Oczywiście jeżeli nie będziesz chciała na innych wątkach się udzielać to nie ma sprawy ale hej hej zapomnij o opuszczaniu grupy [emoji44][emoji121]️ nie chce nawet o tym słyszeć [emoji6][emoji39]
 
Hej dziewczyny
Zastanawiam się czy to dopiero owulacja czy co, ale od rana boli mnie prawy jajnik i napuchł mi brzuch. Nie mogę robić dużych kroków bo boli. Albo to owulacja dopiero albo może po tych staraniach jakoś brzuch odczuł i się regeneruje w ten sposób. Jak myślicie ? Bo na bóle związane z ciążą to chyba za wcześnie? Starania były we wtorek i w czwartek.

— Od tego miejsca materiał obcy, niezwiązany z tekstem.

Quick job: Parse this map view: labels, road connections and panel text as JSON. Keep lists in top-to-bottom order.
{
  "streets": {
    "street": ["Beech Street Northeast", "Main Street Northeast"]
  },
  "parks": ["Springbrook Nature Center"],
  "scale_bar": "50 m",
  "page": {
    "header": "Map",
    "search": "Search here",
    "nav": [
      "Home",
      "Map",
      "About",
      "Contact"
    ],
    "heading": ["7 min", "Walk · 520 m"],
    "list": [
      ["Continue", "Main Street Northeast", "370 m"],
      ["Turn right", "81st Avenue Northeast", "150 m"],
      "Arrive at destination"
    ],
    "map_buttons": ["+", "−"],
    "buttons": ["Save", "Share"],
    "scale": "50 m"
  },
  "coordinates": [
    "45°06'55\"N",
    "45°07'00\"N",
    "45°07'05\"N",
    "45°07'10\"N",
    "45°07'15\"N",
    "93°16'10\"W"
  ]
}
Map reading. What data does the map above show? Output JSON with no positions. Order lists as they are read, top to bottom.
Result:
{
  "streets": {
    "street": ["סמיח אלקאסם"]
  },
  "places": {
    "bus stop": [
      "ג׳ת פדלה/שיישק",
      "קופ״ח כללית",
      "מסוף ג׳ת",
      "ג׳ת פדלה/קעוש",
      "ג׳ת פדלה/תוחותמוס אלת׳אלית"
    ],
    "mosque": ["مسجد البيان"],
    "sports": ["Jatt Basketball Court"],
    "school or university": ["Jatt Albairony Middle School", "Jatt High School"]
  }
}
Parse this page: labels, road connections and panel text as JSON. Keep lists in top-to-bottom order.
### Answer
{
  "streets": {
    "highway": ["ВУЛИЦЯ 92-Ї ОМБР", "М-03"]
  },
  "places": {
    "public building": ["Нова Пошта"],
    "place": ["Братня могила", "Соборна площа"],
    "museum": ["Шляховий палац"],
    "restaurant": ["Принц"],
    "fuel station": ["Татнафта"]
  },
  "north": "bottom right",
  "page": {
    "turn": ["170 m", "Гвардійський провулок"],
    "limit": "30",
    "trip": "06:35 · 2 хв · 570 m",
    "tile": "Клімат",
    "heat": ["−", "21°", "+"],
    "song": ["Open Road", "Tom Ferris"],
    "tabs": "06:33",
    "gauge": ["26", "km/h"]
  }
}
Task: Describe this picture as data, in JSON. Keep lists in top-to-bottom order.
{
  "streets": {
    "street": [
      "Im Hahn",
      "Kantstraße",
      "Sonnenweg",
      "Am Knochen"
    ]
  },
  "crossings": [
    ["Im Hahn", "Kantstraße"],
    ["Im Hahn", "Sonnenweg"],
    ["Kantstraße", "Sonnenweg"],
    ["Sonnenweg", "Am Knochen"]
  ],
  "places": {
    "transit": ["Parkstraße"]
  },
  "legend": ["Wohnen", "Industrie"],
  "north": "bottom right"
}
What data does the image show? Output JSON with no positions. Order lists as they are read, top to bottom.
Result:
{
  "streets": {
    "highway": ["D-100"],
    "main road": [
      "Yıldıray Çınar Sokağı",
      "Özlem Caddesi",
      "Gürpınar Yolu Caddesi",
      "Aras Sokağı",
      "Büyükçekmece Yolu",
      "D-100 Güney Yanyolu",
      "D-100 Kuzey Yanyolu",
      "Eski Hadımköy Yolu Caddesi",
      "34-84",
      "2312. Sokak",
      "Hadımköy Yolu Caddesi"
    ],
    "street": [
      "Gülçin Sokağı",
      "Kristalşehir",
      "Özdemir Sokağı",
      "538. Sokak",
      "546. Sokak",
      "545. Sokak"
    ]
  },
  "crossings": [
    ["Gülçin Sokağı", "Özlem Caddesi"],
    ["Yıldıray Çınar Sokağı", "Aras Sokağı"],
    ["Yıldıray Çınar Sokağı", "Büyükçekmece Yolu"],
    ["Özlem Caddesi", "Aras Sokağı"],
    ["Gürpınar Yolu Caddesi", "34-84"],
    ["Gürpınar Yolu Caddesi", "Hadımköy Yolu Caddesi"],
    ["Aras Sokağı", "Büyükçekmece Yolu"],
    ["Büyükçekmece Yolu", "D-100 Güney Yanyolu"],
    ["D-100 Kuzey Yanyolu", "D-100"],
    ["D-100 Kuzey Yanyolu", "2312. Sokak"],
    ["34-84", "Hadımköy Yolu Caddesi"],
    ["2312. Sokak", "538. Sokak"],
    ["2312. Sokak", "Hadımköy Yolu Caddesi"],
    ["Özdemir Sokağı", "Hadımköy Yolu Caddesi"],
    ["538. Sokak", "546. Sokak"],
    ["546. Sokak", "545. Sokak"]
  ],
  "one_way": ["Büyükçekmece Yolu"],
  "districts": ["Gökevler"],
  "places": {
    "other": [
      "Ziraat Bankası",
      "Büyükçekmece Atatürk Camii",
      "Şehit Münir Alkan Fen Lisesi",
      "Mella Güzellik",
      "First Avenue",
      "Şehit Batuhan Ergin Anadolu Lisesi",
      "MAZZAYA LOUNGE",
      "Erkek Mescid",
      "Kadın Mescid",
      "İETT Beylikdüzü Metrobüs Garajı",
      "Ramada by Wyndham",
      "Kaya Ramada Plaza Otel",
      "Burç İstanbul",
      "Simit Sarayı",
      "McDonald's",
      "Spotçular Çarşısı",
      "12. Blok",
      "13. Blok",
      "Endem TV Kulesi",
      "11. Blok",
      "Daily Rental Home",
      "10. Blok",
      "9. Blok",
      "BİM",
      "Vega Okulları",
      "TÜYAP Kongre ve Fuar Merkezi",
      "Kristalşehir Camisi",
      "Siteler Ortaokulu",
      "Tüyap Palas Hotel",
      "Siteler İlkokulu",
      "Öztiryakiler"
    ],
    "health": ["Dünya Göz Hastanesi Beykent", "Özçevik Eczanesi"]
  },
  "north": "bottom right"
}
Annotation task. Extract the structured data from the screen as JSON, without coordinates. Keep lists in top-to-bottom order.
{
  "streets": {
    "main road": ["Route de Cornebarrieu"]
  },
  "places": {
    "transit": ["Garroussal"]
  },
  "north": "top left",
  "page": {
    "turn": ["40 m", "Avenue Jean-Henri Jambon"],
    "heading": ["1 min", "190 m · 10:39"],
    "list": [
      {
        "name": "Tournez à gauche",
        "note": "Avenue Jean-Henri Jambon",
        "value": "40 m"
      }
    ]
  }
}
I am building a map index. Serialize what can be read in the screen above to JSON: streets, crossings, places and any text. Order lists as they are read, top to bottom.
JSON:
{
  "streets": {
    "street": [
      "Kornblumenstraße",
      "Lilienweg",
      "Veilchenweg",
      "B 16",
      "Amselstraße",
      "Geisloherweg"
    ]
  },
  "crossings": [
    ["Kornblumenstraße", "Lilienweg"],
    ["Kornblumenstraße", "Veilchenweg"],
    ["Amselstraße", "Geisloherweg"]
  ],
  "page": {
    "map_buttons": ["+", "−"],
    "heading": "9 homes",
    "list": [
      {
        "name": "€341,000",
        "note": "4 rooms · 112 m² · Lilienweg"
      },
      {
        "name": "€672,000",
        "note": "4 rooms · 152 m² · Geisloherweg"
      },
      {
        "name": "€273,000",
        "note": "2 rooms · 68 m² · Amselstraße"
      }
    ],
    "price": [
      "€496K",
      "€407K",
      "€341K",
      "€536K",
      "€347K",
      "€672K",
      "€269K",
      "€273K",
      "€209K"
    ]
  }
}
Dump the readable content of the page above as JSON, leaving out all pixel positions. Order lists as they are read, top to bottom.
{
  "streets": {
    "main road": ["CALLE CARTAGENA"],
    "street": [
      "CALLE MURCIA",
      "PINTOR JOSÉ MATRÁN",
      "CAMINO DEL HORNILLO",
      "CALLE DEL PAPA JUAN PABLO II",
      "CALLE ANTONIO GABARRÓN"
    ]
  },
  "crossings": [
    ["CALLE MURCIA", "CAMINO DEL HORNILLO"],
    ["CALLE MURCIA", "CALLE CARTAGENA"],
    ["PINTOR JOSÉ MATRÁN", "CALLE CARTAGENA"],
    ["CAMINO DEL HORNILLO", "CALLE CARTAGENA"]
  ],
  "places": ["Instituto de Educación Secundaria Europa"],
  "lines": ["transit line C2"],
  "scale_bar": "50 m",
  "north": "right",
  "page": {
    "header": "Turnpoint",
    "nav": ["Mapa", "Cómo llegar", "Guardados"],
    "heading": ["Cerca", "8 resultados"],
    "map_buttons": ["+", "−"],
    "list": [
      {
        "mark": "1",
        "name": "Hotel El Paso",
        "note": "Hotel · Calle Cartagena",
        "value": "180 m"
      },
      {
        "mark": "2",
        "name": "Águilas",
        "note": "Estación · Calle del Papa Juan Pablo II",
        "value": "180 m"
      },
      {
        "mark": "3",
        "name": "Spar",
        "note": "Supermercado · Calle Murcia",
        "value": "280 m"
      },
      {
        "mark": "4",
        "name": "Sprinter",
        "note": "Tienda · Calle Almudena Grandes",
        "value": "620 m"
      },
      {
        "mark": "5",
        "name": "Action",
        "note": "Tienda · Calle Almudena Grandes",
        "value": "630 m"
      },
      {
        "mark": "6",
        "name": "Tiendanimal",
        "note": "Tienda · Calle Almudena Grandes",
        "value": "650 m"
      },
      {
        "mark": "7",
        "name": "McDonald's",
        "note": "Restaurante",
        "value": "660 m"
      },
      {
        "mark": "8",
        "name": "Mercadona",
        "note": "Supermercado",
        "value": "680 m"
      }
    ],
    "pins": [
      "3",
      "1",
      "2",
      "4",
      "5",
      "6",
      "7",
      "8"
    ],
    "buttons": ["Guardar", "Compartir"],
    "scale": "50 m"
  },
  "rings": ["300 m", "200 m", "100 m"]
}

Może owulacja ? bo my tez starania w niedzielę i środę a wczoraj też mnie coś kuło po lewej stronie tak trochę przed jajnikiem , a dzis mnie też dziwnie pobolewa brzuch jakbym miała w środku zakwasy :/ i też nie wiem co to ale czekam na rozwój wydarzeń ;)
 
Uuu ciężko powiedzieć, ale myślę że jeszcze tak ze dwa tygodnie zejdzie [emoji4]

Ja po takim czasie na forum nawet nie wiem jak się dodaje jedna odpowiedź do paru zaznaczonych wpisow [emoji847] więc muszę pojedynczo [emoji23]

Oo a to tak można do kilku odpowiedzi jedną ?
Ja to wczoraj rozkminiałam wstanienie zdjęcia i jakoś poszło, ale też inaczej niż któraś z Was dodawała test to było zdjęcie takie duże a u mnie malutkie...
 
reklama
Może owulacja ? bo my tez starania w niedzielę i środę a wczoraj też mnie coś kuło po lewej stronie tak trochę przed jajnikiem , a dzis mnie też dziwnie pobolewa brzuch jakbym miała w środku zakwasy :/ i też nie wiem co to ale czekam na rozwój wydarzeń ;)

Tylko tak teraz sobie myślę, że jak by to mogła być owu skoro śluz płodny miałam na początku tygodnia, właśnie w tych dniach co były starania.